Not content with raising the rate of VAT, and sending fuel and alcohol duty sky high, the Government looks set to pose another challenge to the industry in the coming months through a voluntary code asking operators to put more nutritional information on menus.
In light of the news, Caterersearch.com held an impassioned debate on the subject last week (the results of which we reveal in full on page 14).
Operators across all sectors were suspicious of the merits of the proposal and their concerns are legitimate. Chefs at fine-dining establishments balk at the potential restrictions to their creativity, while stand-alone independent operators worry there is little room for the additional investment required.
Thanks to standardised menus that change less frequently, chain operators are in a better position to make the change, but they too are likely to find such a move costly.

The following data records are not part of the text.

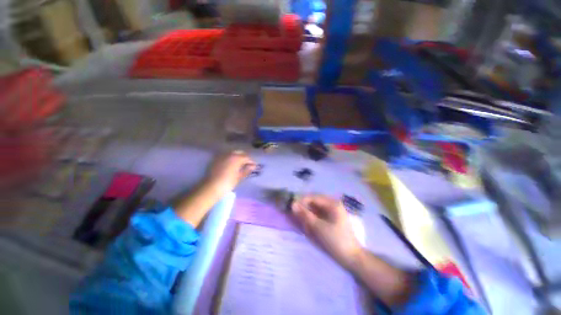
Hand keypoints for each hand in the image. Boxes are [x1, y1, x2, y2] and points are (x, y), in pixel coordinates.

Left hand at [205, 151, 255, 192]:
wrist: (211, 187)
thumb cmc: (228, 183)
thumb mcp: (239, 177)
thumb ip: (247, 170)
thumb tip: (253, 166)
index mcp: (237, 158)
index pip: (247, 157)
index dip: (251, 161)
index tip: (254, 166)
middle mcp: (229, 154)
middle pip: (240, 152)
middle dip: (244, 157)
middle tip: (247, 164)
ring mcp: (222, 156)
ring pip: (232, 153)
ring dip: (237, 157)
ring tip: (239, 164)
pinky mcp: (216, 159)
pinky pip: (226, 156)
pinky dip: (230, 158)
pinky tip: (231, 164)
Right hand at [292, 195, 362, 268]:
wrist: (352, 257)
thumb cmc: (335, 240)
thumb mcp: (318, 227)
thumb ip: (305, 214)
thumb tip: (293, 204)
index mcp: (332, 203)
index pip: (313, 197)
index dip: (302, 201)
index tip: (292, 208)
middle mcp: (334, 204)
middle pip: (315, 201)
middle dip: (305, 207)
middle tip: (297, 215)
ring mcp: (334, 211)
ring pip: (317, 207)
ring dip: (309, 213)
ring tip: (304, 222)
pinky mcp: (333, 218)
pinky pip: (320, 213)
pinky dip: (314, 218)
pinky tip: (311, 225)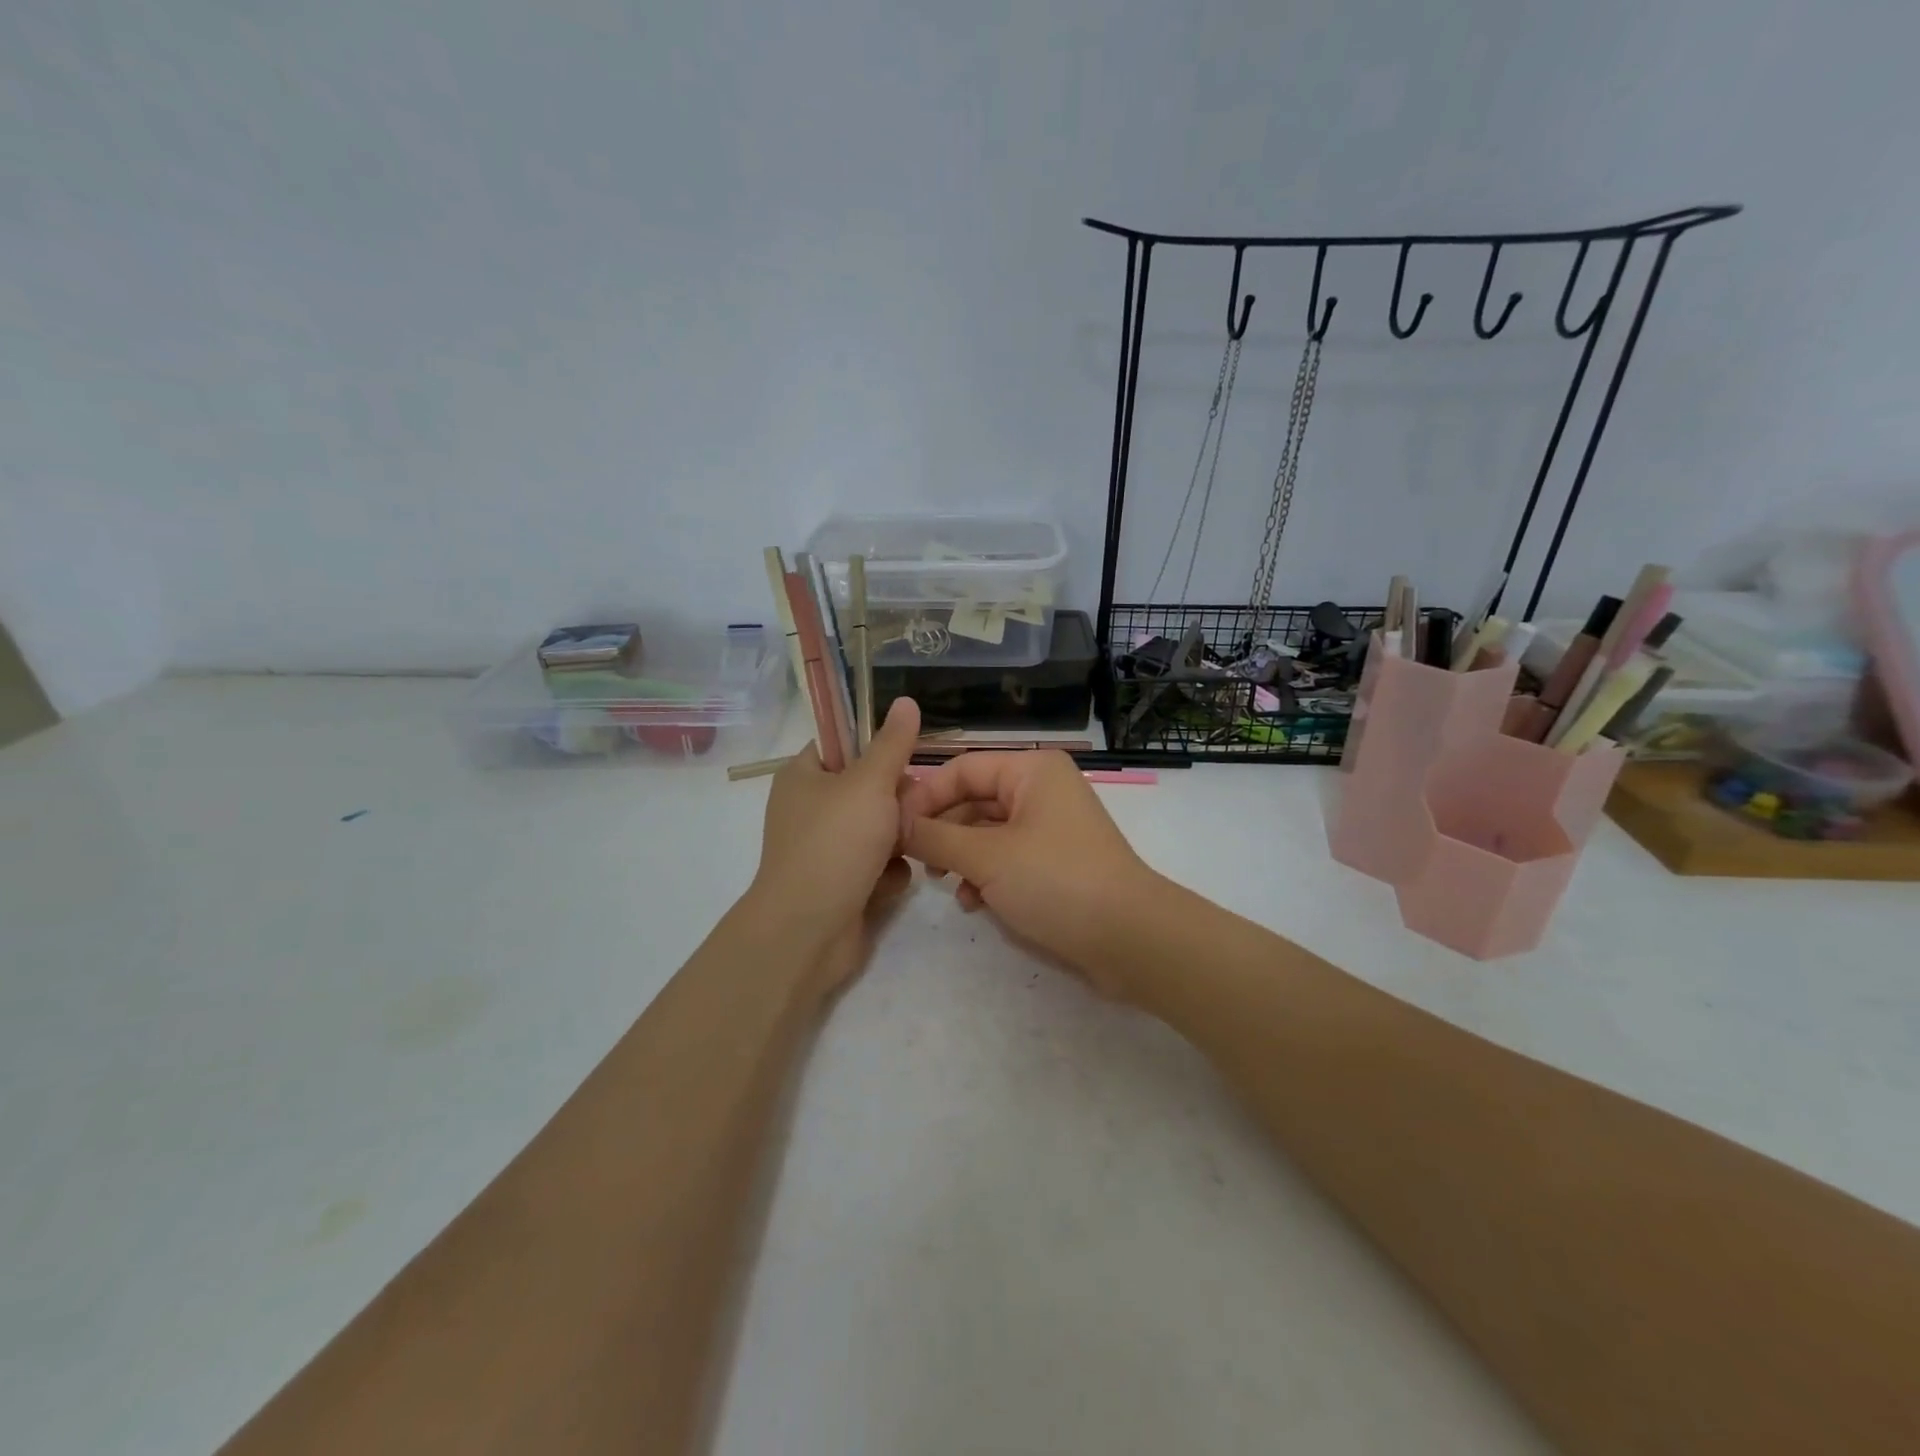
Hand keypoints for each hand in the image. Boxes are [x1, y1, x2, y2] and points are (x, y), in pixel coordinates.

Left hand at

In fact, even contract caterers, who have responded to consumer demand by placing healthier options on their menus, do not yet offer calorie counting.
It's clear from the industry feedback that there is not going to be an all-purpose food labelling solution. But it may not be wise for any operator, whatever their business, to simply hope the issue goes away.
In order to avoid mandatory conditions, they may have to show willing - even if it means devoting a section the menu to healthy options in a caterer's B&I site or calorie-labelling at a casual-dining operation.
But if that's not a compelling enough reason, research suggests that there is high consumer demand for a move to calorie counts on menus. And at a time when businesses are fighting for every customer, that's an even harder incentive to ignore.